Just last week, OptiScan Biomedical announced that its OptiScanner 5000 glucose monitoring system won 510(k) clearance for use in surgical intensive care units.
The regulatory win was supported by eight rigorous clinical trials, CEO Peter Rule told Drug Delivery Business News, and represents a victory for a technology that the company hopes to expand into a platform system.
The OptiScanner 5000 device is the first of its kind, providing physicians with trending and tracking information to manage their patients’ blood glucose levels in surgical ICUs.
The Hayward, Calif.-based company’s technology uses alarms to alert clinicians when patients are experiencing hyperglycemia and hypoglycemia. The bedside system is automated, updating every 15 minutes with a new measure of glucose levels from plasma, as opposed to whole blood.
“One of the reasons it’s amazing is that there are a lot of companies who’ve have tried and failed in this space. Very large operations and what they tried to do was take their own glucose sensing technologies and apply it to the application of ICU,” CFO Patrick Nugent said.
OptiScan took a different approach, Rule explained.
“What we did is effectively start with a clean sheet of paper and said, ‘What does the ICU really need for continuous monitoring?'”
They came up with four criteria: it needed to be independent of heparin, a blood-thinning drug, and it needed to connect to any catheter. And unlike the outpatient market, Rule said, a glucose monitor designed for use in the ICU should not need to be calibrated or require a long warm-up time.
The company also had to prove that its system could handle the extreme conditions of the ICU, where patients have organs that fail and physicians give drugs that are not usually found in a patient’s system.
“So, the only way to really demonstrate that you can do that, I mean, you can do a lot of bench testing and all of that, that’s very good, but you really do need to run rigorous clinical trials. And those trials take a long time and a lot of money,” Rule said.
Now that the company’s first product has FDA clearance as a glucose monitor, OptiScan hopes to win U.S. approval for its OptiScanner 6000 system, which monitors a patient’s glucose and lactate levels in the ICU. The device won CE Mark clearance in January this year.
“We’ll add to it beyond that, because if you think about the ICU patient, bed number two does not have a glucose problem that’s distinct from bed number four. But bed number four may have a need for lactate monitoring.

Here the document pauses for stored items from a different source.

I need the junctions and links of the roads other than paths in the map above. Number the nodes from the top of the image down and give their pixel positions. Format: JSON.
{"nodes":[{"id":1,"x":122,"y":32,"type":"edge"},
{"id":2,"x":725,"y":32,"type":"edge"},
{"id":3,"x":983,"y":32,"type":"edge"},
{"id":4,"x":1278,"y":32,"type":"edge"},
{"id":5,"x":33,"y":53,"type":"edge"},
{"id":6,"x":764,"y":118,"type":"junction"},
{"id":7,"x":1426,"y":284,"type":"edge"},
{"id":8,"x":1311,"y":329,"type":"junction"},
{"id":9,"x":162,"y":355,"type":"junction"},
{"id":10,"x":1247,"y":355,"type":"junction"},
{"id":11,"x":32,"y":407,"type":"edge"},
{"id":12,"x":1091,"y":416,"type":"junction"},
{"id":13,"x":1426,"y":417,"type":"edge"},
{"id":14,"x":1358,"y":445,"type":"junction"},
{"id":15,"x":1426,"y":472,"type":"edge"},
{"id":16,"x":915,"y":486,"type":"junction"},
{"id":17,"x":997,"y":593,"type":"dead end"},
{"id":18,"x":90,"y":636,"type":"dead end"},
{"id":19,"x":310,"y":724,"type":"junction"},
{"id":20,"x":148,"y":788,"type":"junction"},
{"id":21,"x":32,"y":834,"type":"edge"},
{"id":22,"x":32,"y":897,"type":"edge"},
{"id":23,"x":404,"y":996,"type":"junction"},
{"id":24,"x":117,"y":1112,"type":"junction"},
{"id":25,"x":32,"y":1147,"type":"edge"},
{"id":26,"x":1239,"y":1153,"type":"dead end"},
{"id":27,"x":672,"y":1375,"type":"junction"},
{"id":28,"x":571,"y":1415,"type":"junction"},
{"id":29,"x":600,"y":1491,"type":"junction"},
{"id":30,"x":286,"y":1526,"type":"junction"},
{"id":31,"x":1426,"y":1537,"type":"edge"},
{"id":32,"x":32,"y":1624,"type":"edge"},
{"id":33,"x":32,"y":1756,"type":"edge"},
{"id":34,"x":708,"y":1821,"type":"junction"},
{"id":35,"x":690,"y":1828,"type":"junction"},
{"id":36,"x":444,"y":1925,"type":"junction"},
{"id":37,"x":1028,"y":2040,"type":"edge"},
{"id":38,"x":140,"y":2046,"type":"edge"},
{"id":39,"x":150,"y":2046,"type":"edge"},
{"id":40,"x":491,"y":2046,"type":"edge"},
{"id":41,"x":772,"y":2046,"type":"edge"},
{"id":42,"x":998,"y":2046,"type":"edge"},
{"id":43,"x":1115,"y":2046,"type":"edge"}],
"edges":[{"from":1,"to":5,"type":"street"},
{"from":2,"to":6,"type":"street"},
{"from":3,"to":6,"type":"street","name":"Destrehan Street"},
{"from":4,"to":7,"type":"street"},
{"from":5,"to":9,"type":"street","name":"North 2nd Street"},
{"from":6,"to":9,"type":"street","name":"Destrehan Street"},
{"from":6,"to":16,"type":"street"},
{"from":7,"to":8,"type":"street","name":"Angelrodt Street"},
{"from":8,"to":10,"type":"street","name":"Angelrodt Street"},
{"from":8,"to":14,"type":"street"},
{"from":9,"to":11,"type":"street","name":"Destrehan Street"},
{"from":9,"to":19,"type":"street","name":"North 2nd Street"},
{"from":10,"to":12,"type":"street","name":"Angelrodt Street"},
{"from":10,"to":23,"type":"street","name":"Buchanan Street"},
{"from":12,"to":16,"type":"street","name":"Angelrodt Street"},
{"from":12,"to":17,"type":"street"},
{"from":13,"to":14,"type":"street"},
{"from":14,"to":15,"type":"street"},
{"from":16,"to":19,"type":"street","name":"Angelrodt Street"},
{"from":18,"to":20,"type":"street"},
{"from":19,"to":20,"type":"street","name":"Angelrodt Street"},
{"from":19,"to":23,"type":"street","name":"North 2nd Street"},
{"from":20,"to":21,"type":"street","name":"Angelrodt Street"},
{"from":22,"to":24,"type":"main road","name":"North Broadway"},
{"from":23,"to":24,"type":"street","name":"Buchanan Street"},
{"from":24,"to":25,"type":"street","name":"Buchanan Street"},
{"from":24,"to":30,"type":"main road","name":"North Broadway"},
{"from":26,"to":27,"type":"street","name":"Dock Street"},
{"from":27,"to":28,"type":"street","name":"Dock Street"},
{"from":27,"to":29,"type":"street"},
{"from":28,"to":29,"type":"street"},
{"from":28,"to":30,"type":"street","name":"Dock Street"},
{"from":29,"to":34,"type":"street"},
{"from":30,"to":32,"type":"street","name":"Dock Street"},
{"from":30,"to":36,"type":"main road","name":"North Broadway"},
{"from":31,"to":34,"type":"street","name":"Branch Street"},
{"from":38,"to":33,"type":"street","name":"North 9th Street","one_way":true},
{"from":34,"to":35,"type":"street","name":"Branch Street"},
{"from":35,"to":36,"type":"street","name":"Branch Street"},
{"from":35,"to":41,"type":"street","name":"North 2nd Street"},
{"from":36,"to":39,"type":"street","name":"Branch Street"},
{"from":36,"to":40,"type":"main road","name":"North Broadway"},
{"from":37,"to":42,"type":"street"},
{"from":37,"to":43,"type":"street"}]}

And bed number five, you might want to know their hemoglobin level and on it goes,” Rule said.
The company also pointed out that its system could eventually be used to deliver insulin based on the glucose levels it measures for each patient. The system already has the hardware in place, Rule said, with reciprocating pumps that power the withdrawal and push-back of blood.
For now, this 60-person company is celebrating what it considers to be the biggest advancement in ICU care in “easily the last 10 years,” according to Rule.